## Aim of the exercise
Please return all lines of the data below containing the string "list".
────────────────────────────────────────
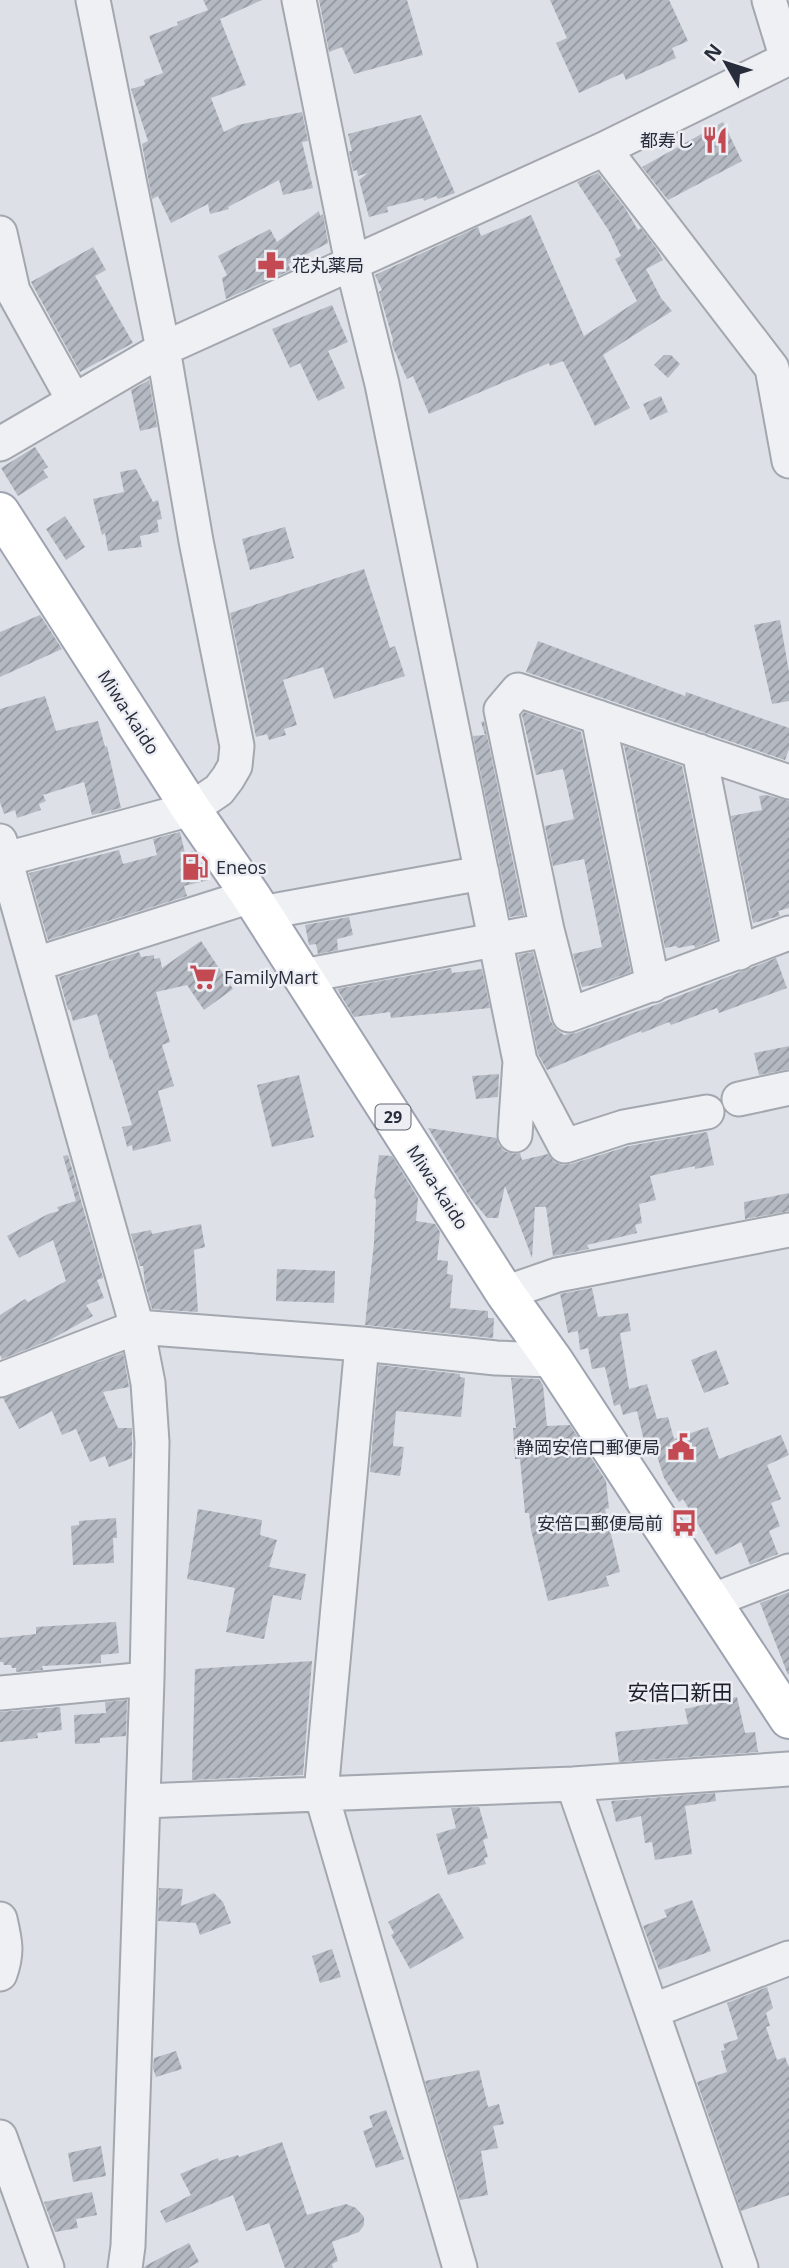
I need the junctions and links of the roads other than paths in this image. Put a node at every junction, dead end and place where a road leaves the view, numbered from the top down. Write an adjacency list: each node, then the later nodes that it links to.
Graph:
1 (93, 0): 8 (street)
2 (299, 0): 7 (street)
3 (769, 0): 4 (street)
4 (788, 58): 5 (street)
5 (604, 149): 7 (street); 11 (street)
6 (0, 233): 9 (street)
7 (352, 263): 8 (street); 18 (street)
8 (163, 349): 9 (street); 16 (street)
9 (74, 401): 10 (street)
10 (0, 444)
11 (789, 461)
12 (0, 512): 16 (main road, Miwa-kaido / 29)
13 (598, 717): 14 (street); 20 (street); 26 (street)
14 (699, 751): 15 (street); 23 (street)
15 (789, 782)
16 (191, 809): 17 (street); 19 (main road, Miwa-kaido / 29)
17 (3, 850): 24 (street)
18 (482, 873): 19 (street); 22 (street)
19 (256, 905): 24 (street); 25 (main road, Miwa-kaido / 29)
20 (547, 930): 22 (street); 26 (street)
21 (789, 933): 23 (street)
22 (495, 940): 25 (street); 27 (street)
23 (739, 953): 26 (street)
24 (36, 964): 34 (street)
25 (303, 976): 33 (main road, Miwa-kaido / 29)
26 (653, 985)
27 (520, 1061): 30 (street); 31 (street)
28 (789, 1088): 29 (street)
29 (739, 1099)
30 (707, 1112)
31 (515, 1135)
32 (789, 1230): 33 (street)
33 (505, 1293): 36 (main road, Miwa-kaido / 29)
34 (137, 1328): 35 (street); 37 (street); 40 (street)
35 (362, 1345): 36 (street); 45 (street)
36 (553, 1360): 39 (main road, Miwa-kaido / 29)
37 (0, 1380)
38 (789, 1571): 39 (street)
39 (711, 1601): 42 (main road, Miwa-kaido / 29)
40 (148, 1679): 41 (street); 46 (street)
41 (0, 1693)
42 (789, 1718)
43 (789, 1769): 44 (street)
44 (573, 1784): 45 (street); 50 (street)
45 (321, 1793): 46 (street); 54 (street)
46 (143, 1801): 52 (street)
47 (0, 1919): 49 (street)
48 (789, 1958): 50 (street)
49 (0, 1974)
50 (652, 2011): 55 (street)
51 (0, 2137): 53 (street)
52 (131, 2261)
53 (47, 2268)
54 (460, 2268)
55 (741, 2268)

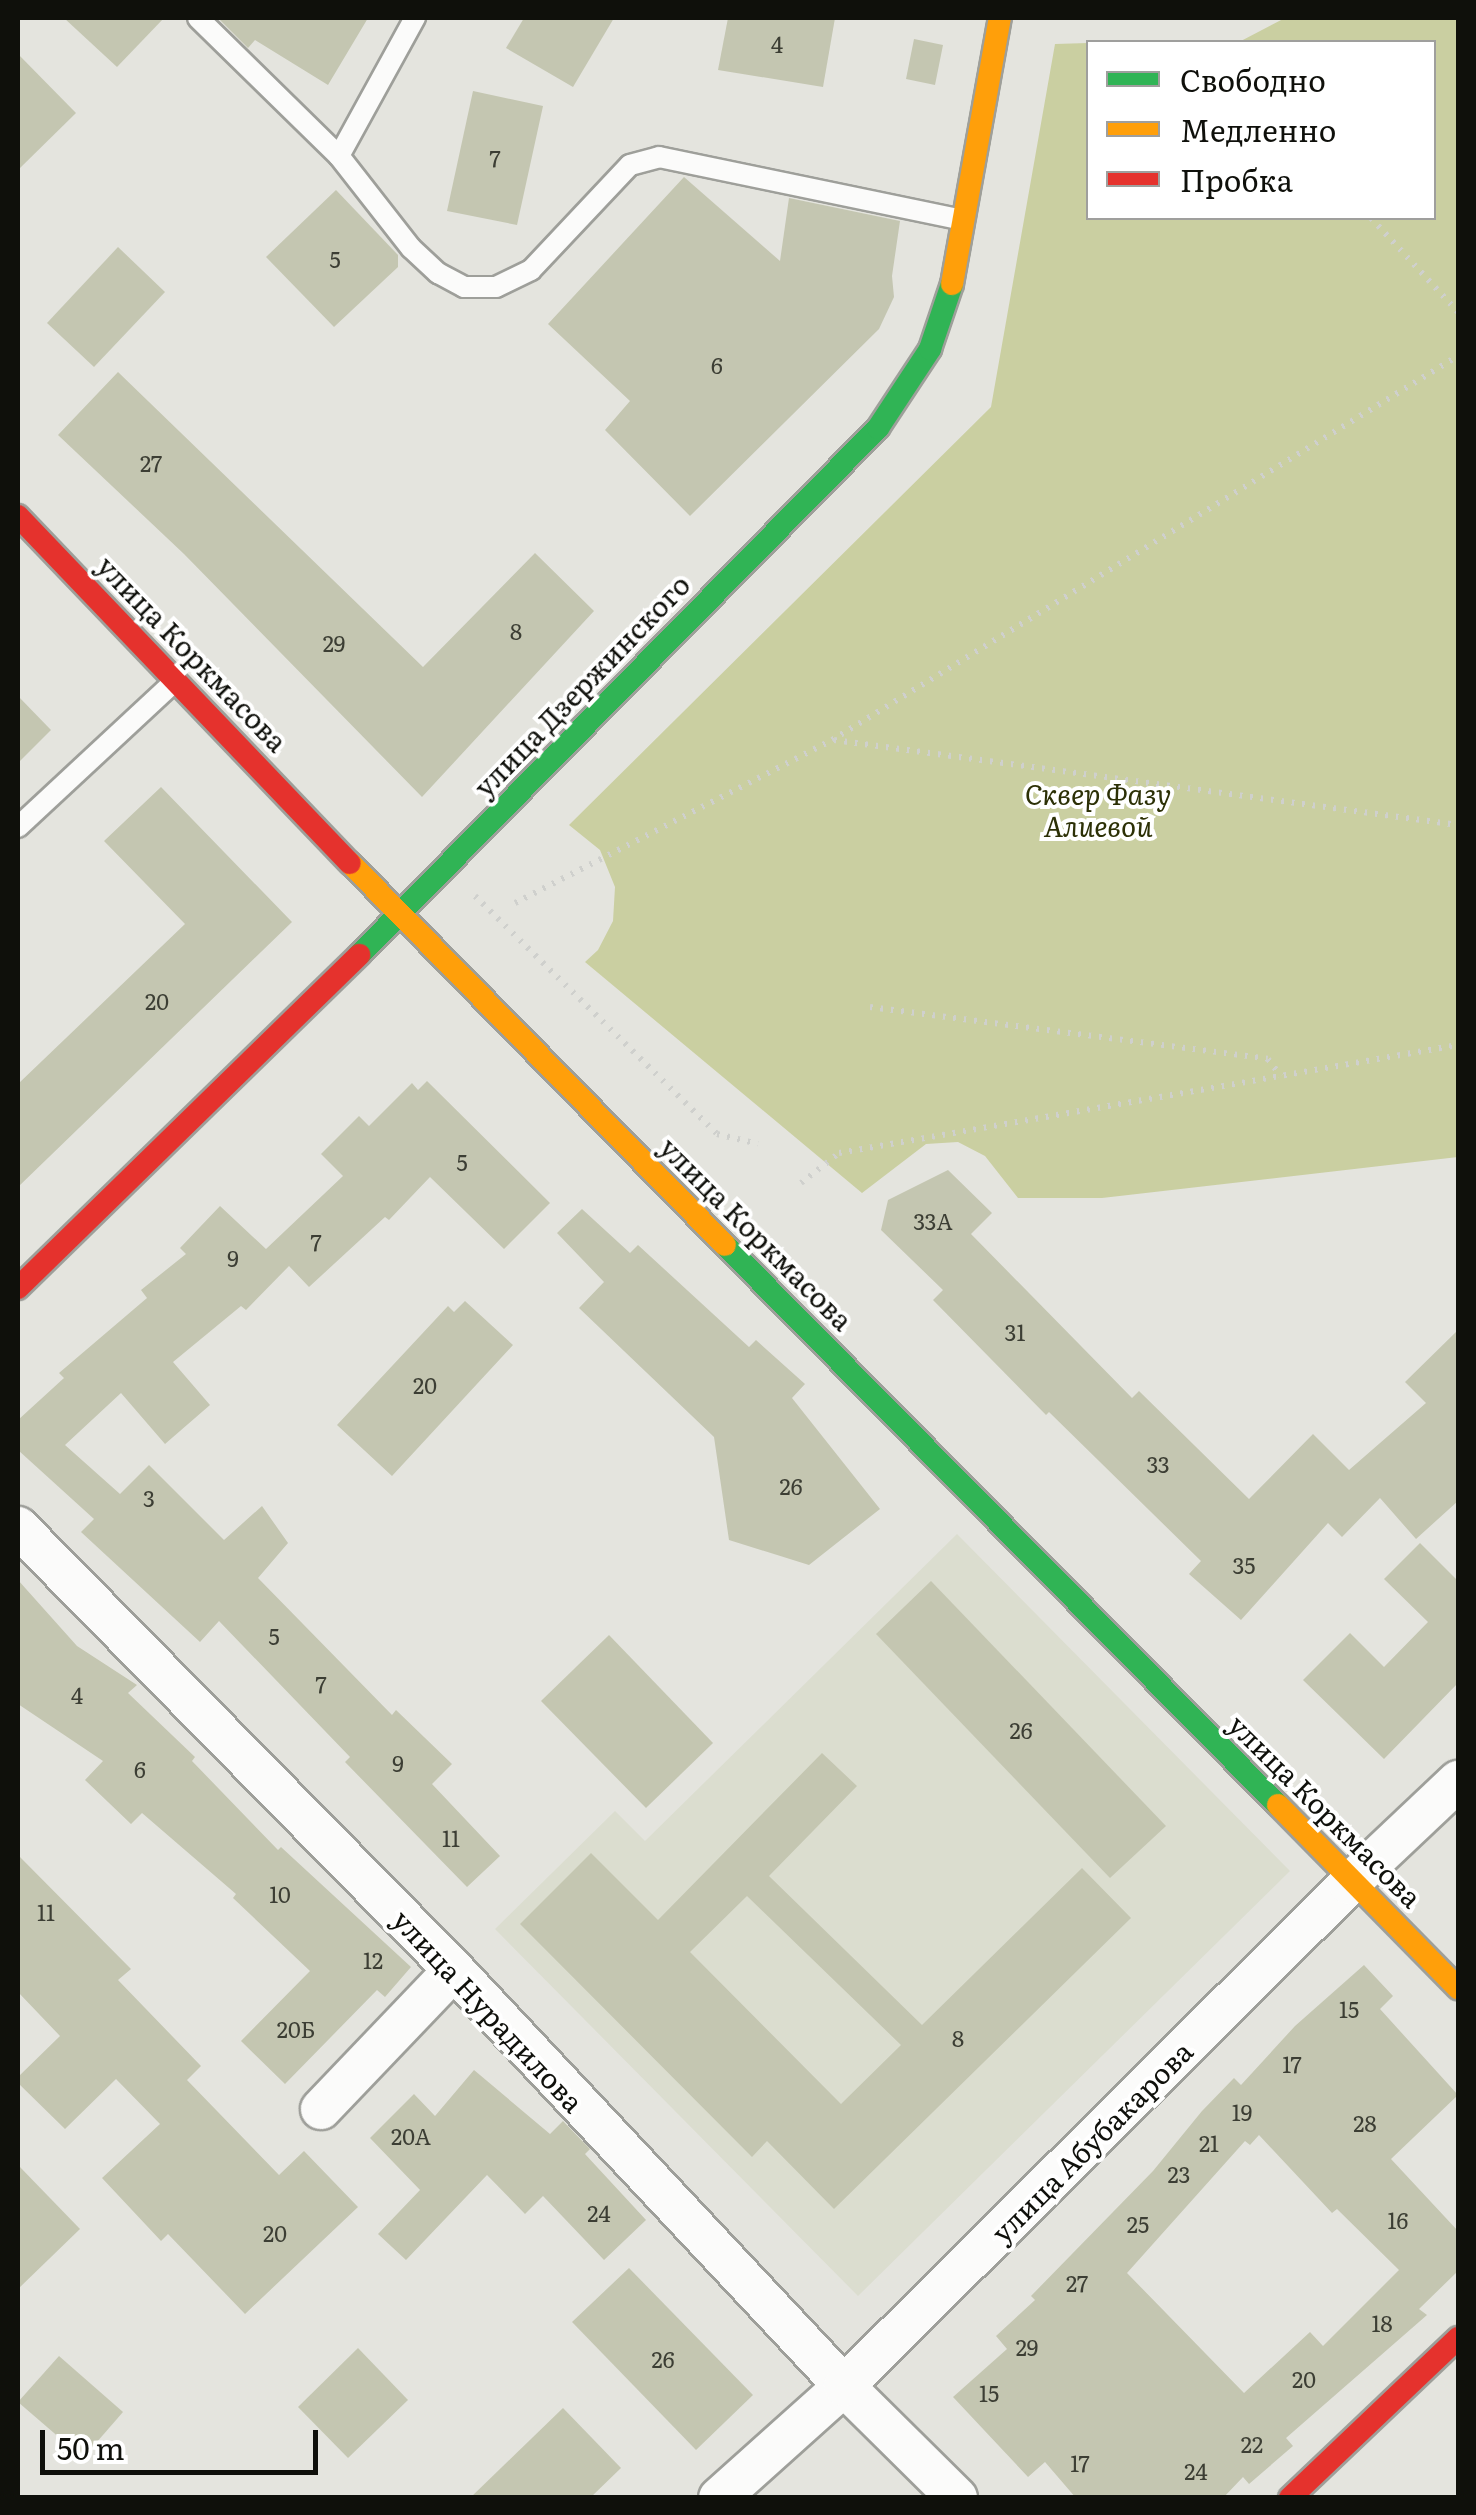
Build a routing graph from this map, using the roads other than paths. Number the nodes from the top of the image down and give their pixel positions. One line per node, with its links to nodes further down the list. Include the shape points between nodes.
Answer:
1 (198, 18): 4 (lane)
2 (416, 18): 4 (lane)
3 (1000, 18): 5 (main road, улица Дзержинского)
4 (339, 156): 5 (lane, via 411,248 464,287 496,287 532,270 630,165 659,157)
5 (966, 220): 9 (main road, улица Дзержинского, via 930,349 878,428)
6 (18, 516): 7 (main road, улица Коркмасова)
7 (180, 680): 8 (lane); 9 (main road, улица Коркмасова)
8 (18, 826)
9 (400, 914): 10 (main road, улица Дзержинского); 13 (main road, улица Коркмасова)
10 (18, 1288)
11 (18, 1527): 14 (street, улица Нурадилова)
12 (1458, 1781): 13 (street, улица Абубакарова)
13 (1354, 1882): 15 (main road, улица Коркмасова); 18 (street, улица Абубакарова)
14 (454, 1970): 16 (street); 18 (street, улица Нурадилова)
15 (1458, 1988)
16 (321, 2109)
17 (1458, 2338): 21 (main road)
18 (844, 2386): 19 (street, улица Абубакарова); 20 (street, улица Нурадилова)
19 (719, 2498)
20 (957, 2498)
21 (1290, 2498)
────────────────────────────────────────
## Output of the task
I need the junctions and links of the roads other than paths in this image. Put a node at every junction, dead end and place where a road leaves the view, numbered from the top down. Write an adjacency list: each node, then the later nodes that it links to.
Build a routing graph from this map, using the roads other than paths. Number the nodes from the top of the image down and give their pixel positions. One line per node, with its links to nodes further down the list. Include the shape points between nodes.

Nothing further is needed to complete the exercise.